◆ Task requirements
Scan the data below and state the number of lines that include the word "Lubelska", adding no comment.

◆ Source data

-- Opening Marker --

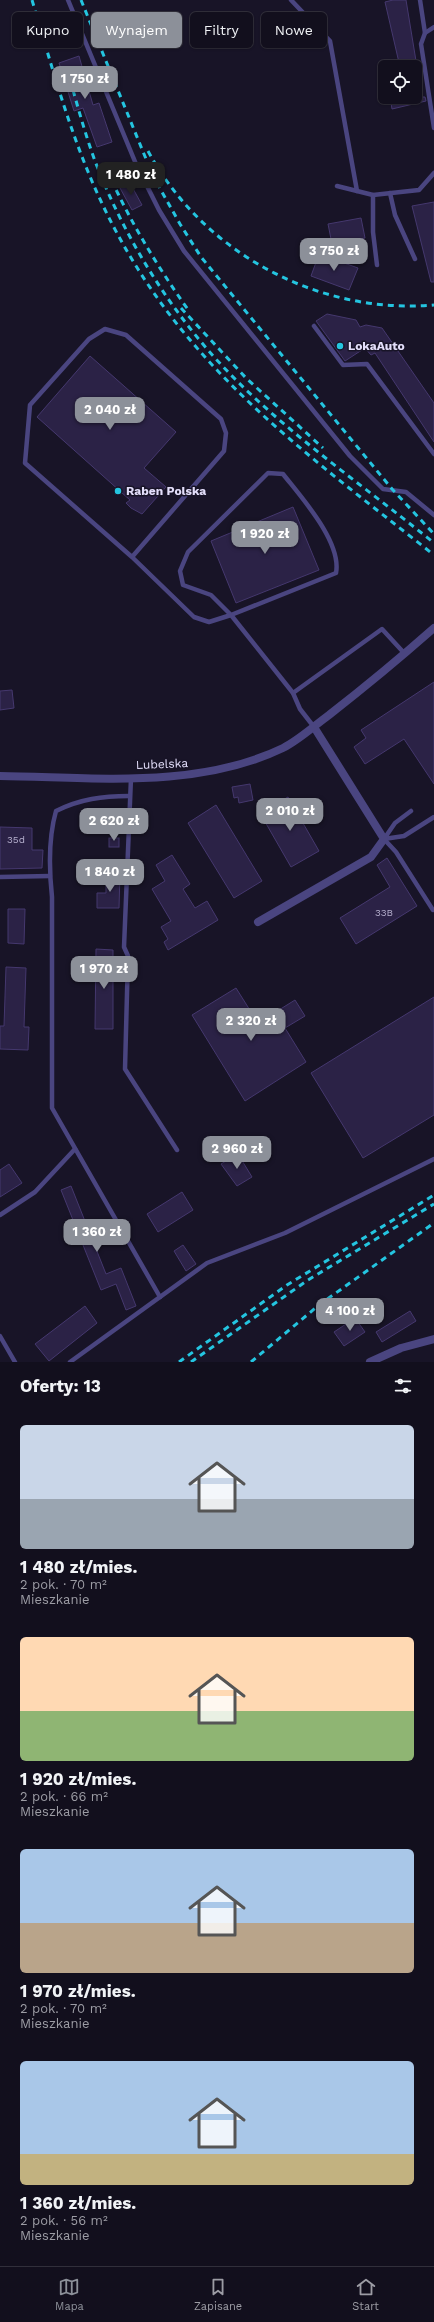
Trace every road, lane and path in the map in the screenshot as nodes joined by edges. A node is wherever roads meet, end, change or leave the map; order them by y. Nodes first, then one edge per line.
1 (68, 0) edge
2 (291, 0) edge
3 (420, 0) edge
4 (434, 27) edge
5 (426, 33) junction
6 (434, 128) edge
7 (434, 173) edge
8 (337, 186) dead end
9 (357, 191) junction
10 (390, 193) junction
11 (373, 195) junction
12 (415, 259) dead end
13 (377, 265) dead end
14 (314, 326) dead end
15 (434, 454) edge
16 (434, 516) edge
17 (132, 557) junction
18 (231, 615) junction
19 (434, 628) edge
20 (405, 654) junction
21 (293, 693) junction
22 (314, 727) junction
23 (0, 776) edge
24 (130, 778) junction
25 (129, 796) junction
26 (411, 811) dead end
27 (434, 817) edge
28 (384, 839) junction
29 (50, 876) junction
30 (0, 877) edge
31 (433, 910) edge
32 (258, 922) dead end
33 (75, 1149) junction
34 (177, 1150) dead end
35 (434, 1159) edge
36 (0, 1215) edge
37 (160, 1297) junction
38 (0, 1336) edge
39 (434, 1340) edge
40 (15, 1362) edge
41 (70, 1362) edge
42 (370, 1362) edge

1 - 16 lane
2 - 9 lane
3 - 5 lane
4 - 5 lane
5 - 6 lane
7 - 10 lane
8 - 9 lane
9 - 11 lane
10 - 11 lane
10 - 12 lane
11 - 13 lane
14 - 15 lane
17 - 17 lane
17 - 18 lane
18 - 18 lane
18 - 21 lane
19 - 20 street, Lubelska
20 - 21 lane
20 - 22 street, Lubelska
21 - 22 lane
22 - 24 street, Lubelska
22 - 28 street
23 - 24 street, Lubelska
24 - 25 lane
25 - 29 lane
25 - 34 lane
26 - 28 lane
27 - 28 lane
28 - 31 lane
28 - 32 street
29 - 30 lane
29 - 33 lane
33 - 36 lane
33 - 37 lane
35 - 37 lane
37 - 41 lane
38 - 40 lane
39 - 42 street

-- Closing Marker --

◆ Task response
4